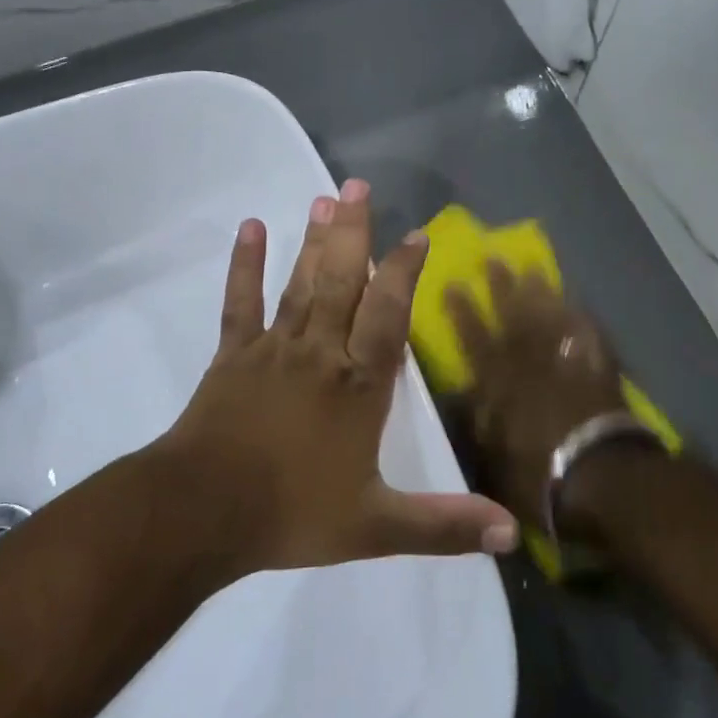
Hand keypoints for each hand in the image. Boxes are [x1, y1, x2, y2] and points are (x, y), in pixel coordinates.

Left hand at [162, 181, 517, 575]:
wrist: (202, 513)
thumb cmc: (292, 515)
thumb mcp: (376, 527)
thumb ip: (444, 525)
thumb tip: (514, 533)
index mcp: (358, 386)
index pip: (387, 315)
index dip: (403, 273)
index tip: (416, 235)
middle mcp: (320, 353)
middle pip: (341, 282)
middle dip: (353, 233)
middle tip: (357, 184)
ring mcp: (273, 349)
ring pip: (300, 284)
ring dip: (313, 241)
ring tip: (324, 199)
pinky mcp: (233, 355)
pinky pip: (242, 302)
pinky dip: (245, 265)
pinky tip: (251, 228)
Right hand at [447, 265, 630, 530]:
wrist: (601, 476)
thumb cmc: (539, 474)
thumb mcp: (491, 457)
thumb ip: (475, 422)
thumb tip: (461, 396)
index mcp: (500, 384)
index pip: (475, 339)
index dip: (463, 311)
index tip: (453, 283)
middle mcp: (531, 364)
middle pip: (514, 317)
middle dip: (501, 287)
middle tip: (494, 257)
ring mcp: (567, 363)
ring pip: (550, 318)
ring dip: (540, 293)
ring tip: (532, 267)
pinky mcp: (598, 371)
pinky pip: (588, 336)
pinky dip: (582, 319)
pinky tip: (577, 303)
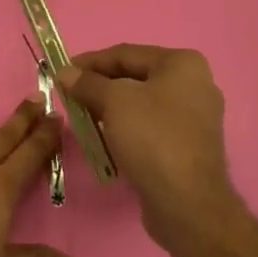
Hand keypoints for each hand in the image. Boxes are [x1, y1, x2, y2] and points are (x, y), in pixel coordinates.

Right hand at [58, 45, 238, 254]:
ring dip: (111, 109)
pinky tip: (105, 139)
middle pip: (135, 77)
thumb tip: (64, 72)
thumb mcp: (114, 101)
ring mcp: (195, 117)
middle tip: (69, 97)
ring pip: (142, 104)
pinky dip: (127, 129)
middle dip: (100, 86)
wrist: (187, 203)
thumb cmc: (152, 137)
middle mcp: (194, 84)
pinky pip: (151, 127)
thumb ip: (88, 83)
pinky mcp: (189, 146)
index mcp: (182, 63)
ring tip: (83, 118)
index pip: (126, 53)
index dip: (90, 61)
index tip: (61, 72)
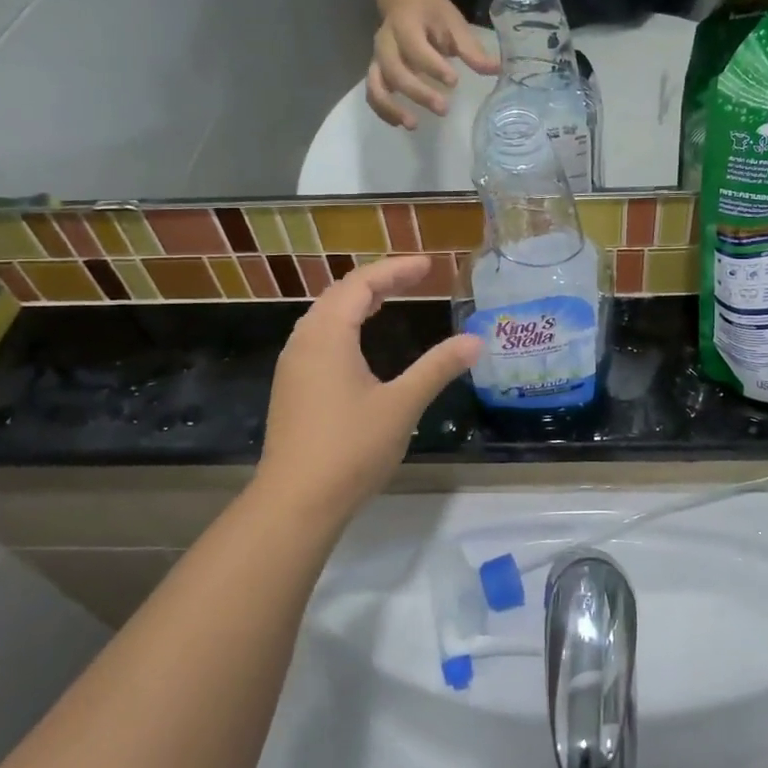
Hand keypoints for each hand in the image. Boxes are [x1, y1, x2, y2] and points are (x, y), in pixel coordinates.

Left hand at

» WHAT IS BEING ASKED
Please transcribe only the lines in the records above running from the line that has "index mcp: (358, 386)" through the line that has "ring tip: (532, 267)", both included, exactly as they appear.

» WRITTEN ANSWER
index mcp: (358, 386)
index pip: (387, 315)
index dip: (403, 273)
index tip: (416, 235)
middle mcp: (320, 353)
middle pip: (341, 282)
middle dip: (353, 233)
middle tip: (357, 184)
ring mcp: (273, 349)
ring pip: (300, 284)
ring dip: (313, 241)
ring tip: (324, 199)
pinky mcp: (233, 355)
pinky pip: (242, 302)
pinky dip: (245, 265)
pinky tip: (251, 228)
Right hand at [447, 265, 630, 530]:
wrist: (601, 476)
thumb cmc: (539, 474)
thumb mcp: (491, 457)
thumb ip: (475, 422)
thumb tip: (461, 396)
index mcp: (500, 384)
index pip: (475, 339)
index dip: (463, 311)
index tip: (453, 283)
middle mcp: (531, 364)
middle pip: (514, 317)
middle dip: (501, 287)
middle tip: (494, 257)
ring mcp: (567, 363)
ring pip: (550, 318)
ring dip: (540, 293)
ring tip: (532, 267)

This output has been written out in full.